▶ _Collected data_
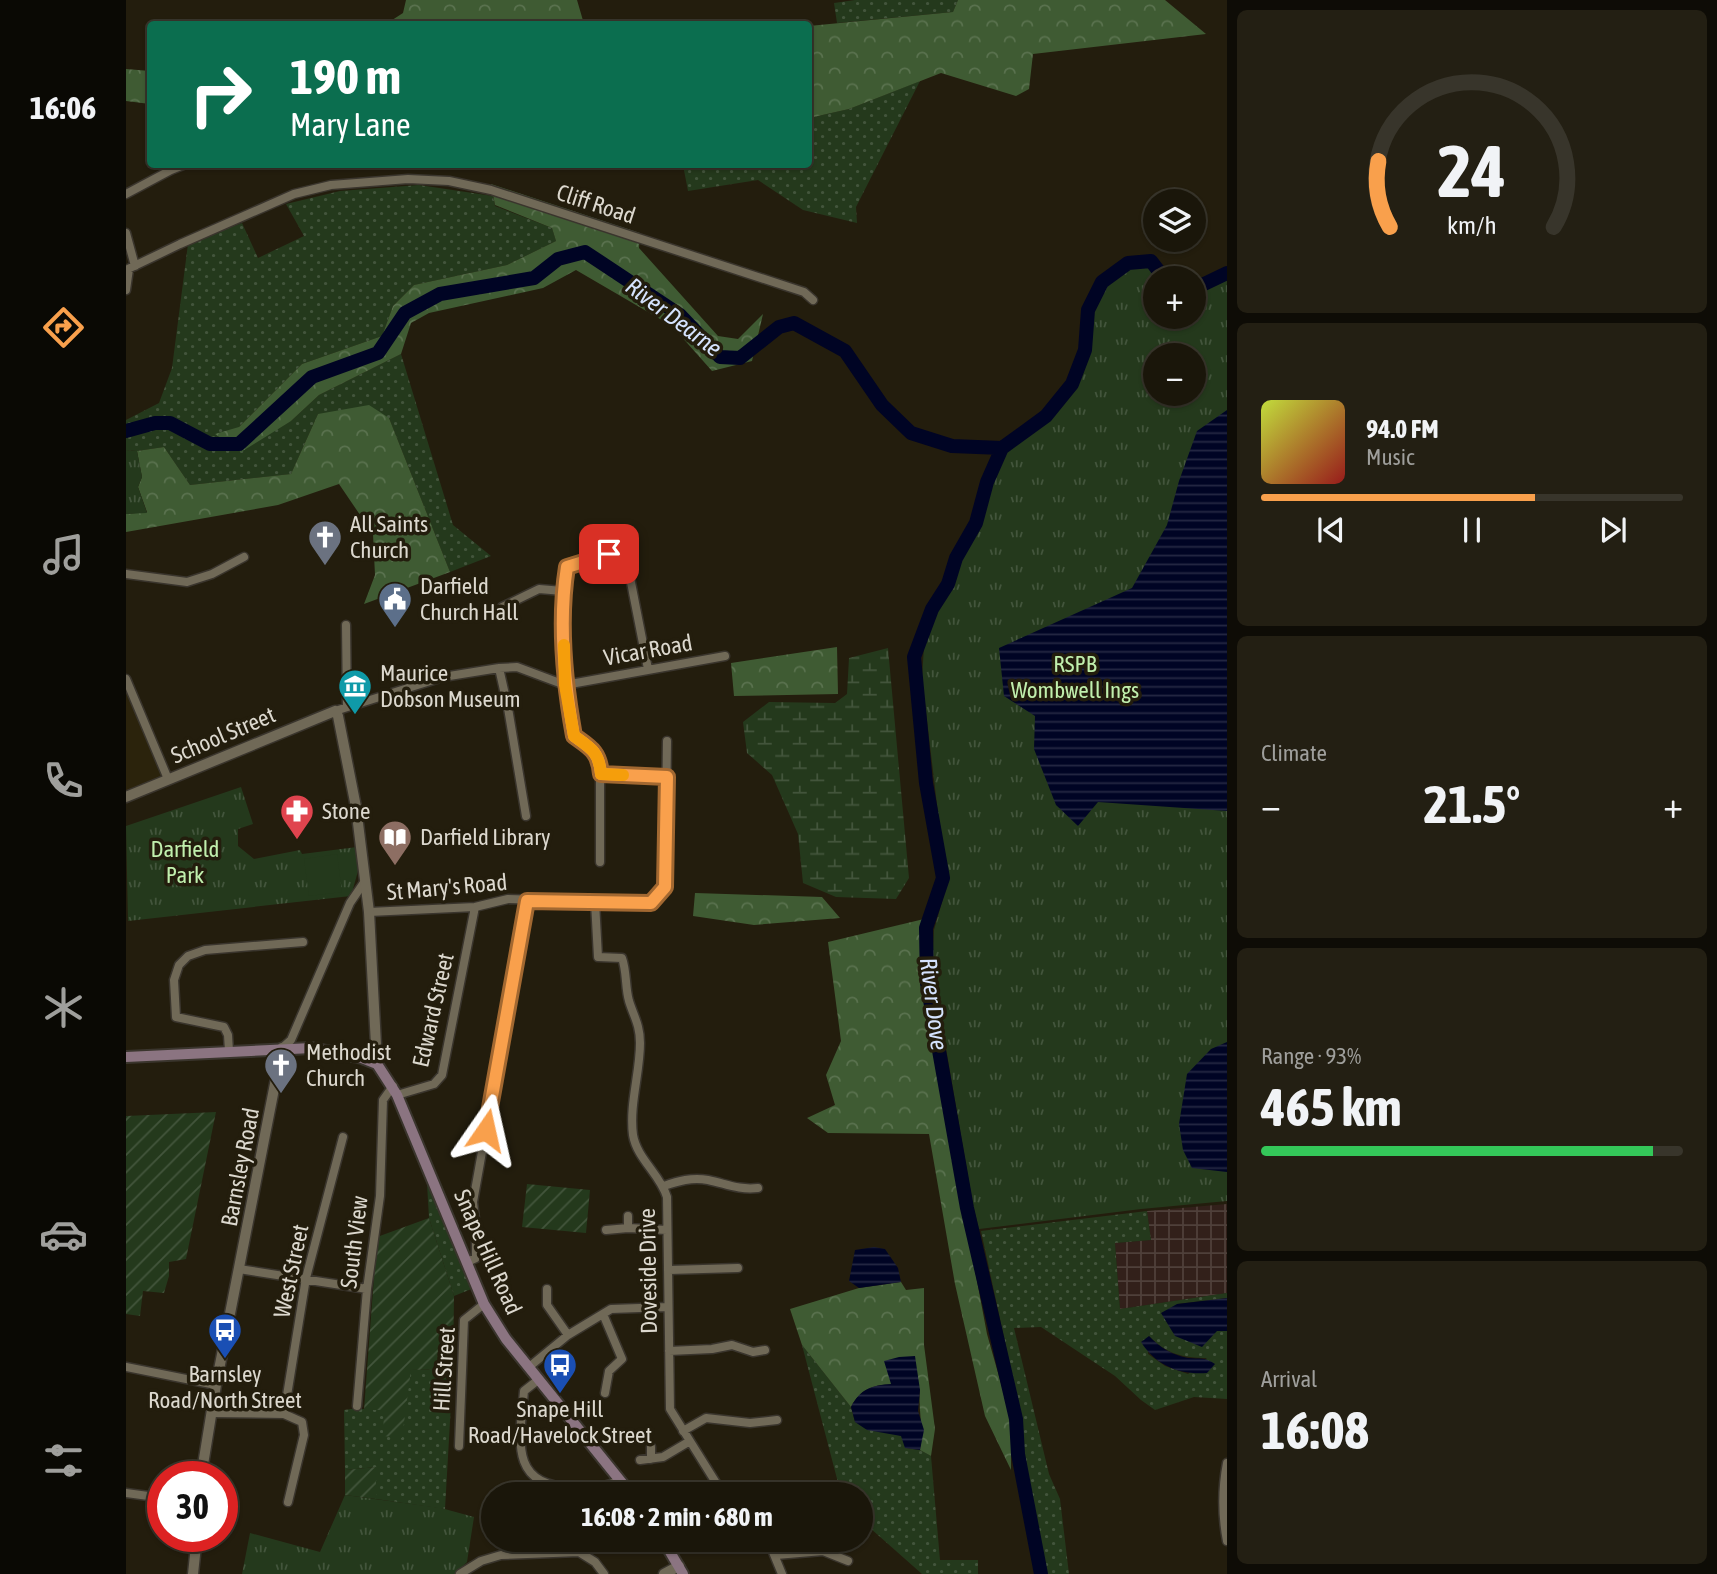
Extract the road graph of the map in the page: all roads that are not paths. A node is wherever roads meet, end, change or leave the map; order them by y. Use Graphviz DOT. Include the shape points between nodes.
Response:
graph roads {
  1 [pos="176,168"];
  2 [pos="126,194"];
  3 [pos="126,233"];
  4 [pos="130,268"];
  5 [pos="126,290"];
  6 [pos="813,300"];
  7 [pos="244,557"];
  8 [pos="126,574"];
  9 [pos="564,591"];
  10 [pos="502,607"];
  11 [pos="346,625"];
  12 [pos="725,656"];
  13 [pos="499,668"];
  14 [pos="648,669"];
  15 [pos="126,679"];
  16 [pos="565,685"];
  17 [pos="347,707"];
  18 [pos="335,711"];
  19 [pos="667,741"];
  20 [pos="601,774"];
  21 [pos="667,777"];
  22 [pos="168,779"];
  23 [pos="126,797"];
  24 [pos="526,816"];
  25 [pos="600,862"];
  26 [pos="365,881"];
  27 [pos="527,901"];
  28 [pos="596,902"];
  29 [pos="475,907"];
  30 [pos="369,912"];
  31 [pos="303,942"];
  32 [pos="282,1048"];
  33 [pos="229,1051"];
  34 [pos="126,1057"];
  35 [pos="377,1064"];
  36 [pos="395,1091"];
  37 [pos="342,1137"];
  38 [pos="664,1186"];
  39 [pos="758,1188"];
  40 [pos="628,1216"];
  41 [pos="628,1228"];
  42 [pos="606,1230"];
  43 [pos="667,1230"];
  44 [pos="467,1262"];
  45 [pos="738,1268"];
  46 [pos="239,1269"];
  47 [pos="668,1269"];
  48 [pos="306,1278"];
  49 [pos="367,1289"];
  50 [pos="547,1289"];
  51 [pos="484,1304"];
  52 [pos="668,1307"];
  53 [pos="603,1314"];
  54 [pos="568,1335"];
  55 [pos="765,1350"];
  56 [pos="668,1351"];
  57 [pos="126,1367"];
  58 [pos="529,1367"];
  59 [pos="538,1380"];
  60 [pos="216,1385"];
  61 [pos="605,1394"];
  62 [pos="357,1406"];
  63 [pos="211,1413"];
  64 [pos="284,1414"];
  65 [pos="777,1420"];
  66 [pos="683,1431"];
  67 [pos="690,1441"];
  68 [pos="459,1446"];
  69 [pos="651,1447"];
  70 [pos="651,1459"];
  71 [pos="640,1460"];
  72 [pos="204,1461"];
  73 [pos="1227,1463"];
  74 [pos="619,1480"];
  75 [pos="716,1482"];
  76 [pos="126,1493"];
  77 [pos="147,1496"];
  78 [pos="288,1502"];
  79 [pos="1227,1541"];
  80 [pos="195,1552"];
  81 [pos="670,1552"];
  82 [pos="774,1552"];
  83 [pos="776,1555"];
  84 [pos="848,1561"];
  85 [pos="681,1570"];
  86 [pos="192,1574"];
  87 [pos="460,1574"];
  88 [pos="604,1574"];
  89 [pos="664,1574"];
  90 [pos="782,1574"];
  1 -- 2 [label="street"];
  3 -- 4 [label="street"];
  4 -- 5 [label="street"];
  4 -- 6 [label="street, Cliff Road" via="294,194 331,185 408,179 491,190 803,292"];
  7 -- 8 [label="street" via="187,582"];
  9 -- 10 [label="street" via="539,589"];
  9 -- 14 [label="street" via="567,567 609,554 627,562"];
  9 -- 16 [label="street"];
  11 -- 17 [label="street"];
  12 -- 14 [label="street, Vicar Road"];
  13 -- 16 [label="street" via="517,667"];
  13 -- 17 [label="street" via="443,677"];
  13 -- 24 [label="street"];
  14 -- 16 [label="street, Vicar Road"];
  15 -- 22 [label="street"];
  16 -- 20 [label="street" via="574,736 594,750"];
  17 -- 18 [label="street"];
  18 -- 22 [label="street, School Street"];
  18 -- 26 [label="street" via="356,807"];
  19 -- 21 [label="street"];
  20 -- 21 [label="street"];
  20 -- 25 [label="street"];
  21 -- 28 [label="street, St Mary's Road" via="665,887 651,903"];
  22 -- 23 [label="street, School Street"];
  26 -- 30 [label="street"];
  26 -- 32 [label="street, Barnsley Road" via="291,1040"];
  27 -- 28 [label="street, St Mary's Road"];
  27 -- 29 [label="street, St Mary's Road" via="508,899"];
  27 -- 44 [label="street" via="473,1202 476,1258"];
  28 -- 38 [label="street, Doveside Drive" via="598,957 622,958 630,1004 639,1023 633,1138"];
  29 -- 30 [label="street, St Mary's Road"];
  29 -- 36 [label="street, Edward Street" via="442,1075 434,1084"];
  30 -- 35 [label="street"];
  31 -- 33 [label="street" via="205,950 179,965 173,980 176,1017 224,1027"];
  32 -- 33 [label="main road"];
  32 -- 35 [label="main road" via="312,1048"];
  32 -- 46 [label="street, Barnsley Road"];
  33 -- 34 [label="main road"];
  35 -- 36 [label="main road, Snape Hill Road"];
  36 -- 44 [label="main road, Snape Hill Road"];
  36 -- 49 [label="street, South View" via="383,1100 380,1196"];
  37 -- 48 [label="street, West Street"];
  38 -- 39 [label="street" via="682,1179 705,1179 741,1189"];
  38 -- 43 [label="street, Doveside Drive"];
  40 -- 41 [label="street"];
  41 -- 42 [label="street"];
  41 -- 43 [label="street"];
  43 -- 47 [label="street, Doveside Drive"];
  44 -- 51 [label="main road, Snape Hill Road"];
  45 -- 47 [label="street"];
  46 -- 48 [label="street"];
  46 -- 60 [label="street, Barnsley Road"];
  47 -- 52 [label="street, Doveside Drive"];
  48 -- 49 [label="street"];
  48 -- 64 [label="street, West Street"];
  49 -- 62 [label="street, South View"];
  50 -- 54 [label="street" via="547,1305"];
  51 -- 58 [label="main road, Snape Hill Road"];
  51 -- 68 [label="street, Hill Street" via="464,1320"];
  52 -- 53 [label="street" via="611,1309"];
  52 -- 56 [label="street, Doveside Drive"];
  53 -- 54 [label="street"];
  53 -- 61 [label="street" via="622,1359 609,1371"];
  54 -- 58 [label="street"];
  55 -- 56 [label="street" via="753,1352 732,1345"];
  56 -- 66 [label="street, Doveside Drive" via="670,1409"];
  57 -- 60 [label="street"];
  58 -- 59 [label="main road, Snape Hill Road"];
  59 -- 74 [label="main road, Snape Hill Road"];
  59 -- 74 [label="street" via="524,1391 522,1453 527,1471 537,1481 566,1487 608,1487"];
  60 -- 63 [label="street, Barnsley Road"];
  63 -- 64 [label="street"];
  63 -- 72 [label="street, Barnsley Road"];
  64 -- 78 [label="street" via="302,1422 304,1435"];
  65 -- 66 [label="street" via="750,1423 706,1418"];
  66 -- 67 [label="street, Doveside Drive"];
  67 -- 70 [label="street"];
  67 -- 75 [label="street, Doveside Drive"];
  69 -- 70 [label="street"];
  70 -- 71 [label="street"];
  73 -- 79 [label="street" via="1223,1483"];
  76 -- 77 [label="street"];
  80 -- 86 [label="street"];
  81 -- 85 [label="main road"];
  82 -- 83 [label="street"];
  83 -- 84 [label="street" via="823,1551"];
  83 -- 90 [label="street"];
  85 -- 89 [label="street"];
  87 -- 88 [label="street" via="502,1555 579,1552"];
}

▶ _WORK REQUEST_
Report how many lines in the data include the string "graph", giving nothing but that number.

▶ _RESPONSE TO THIS TASK_
2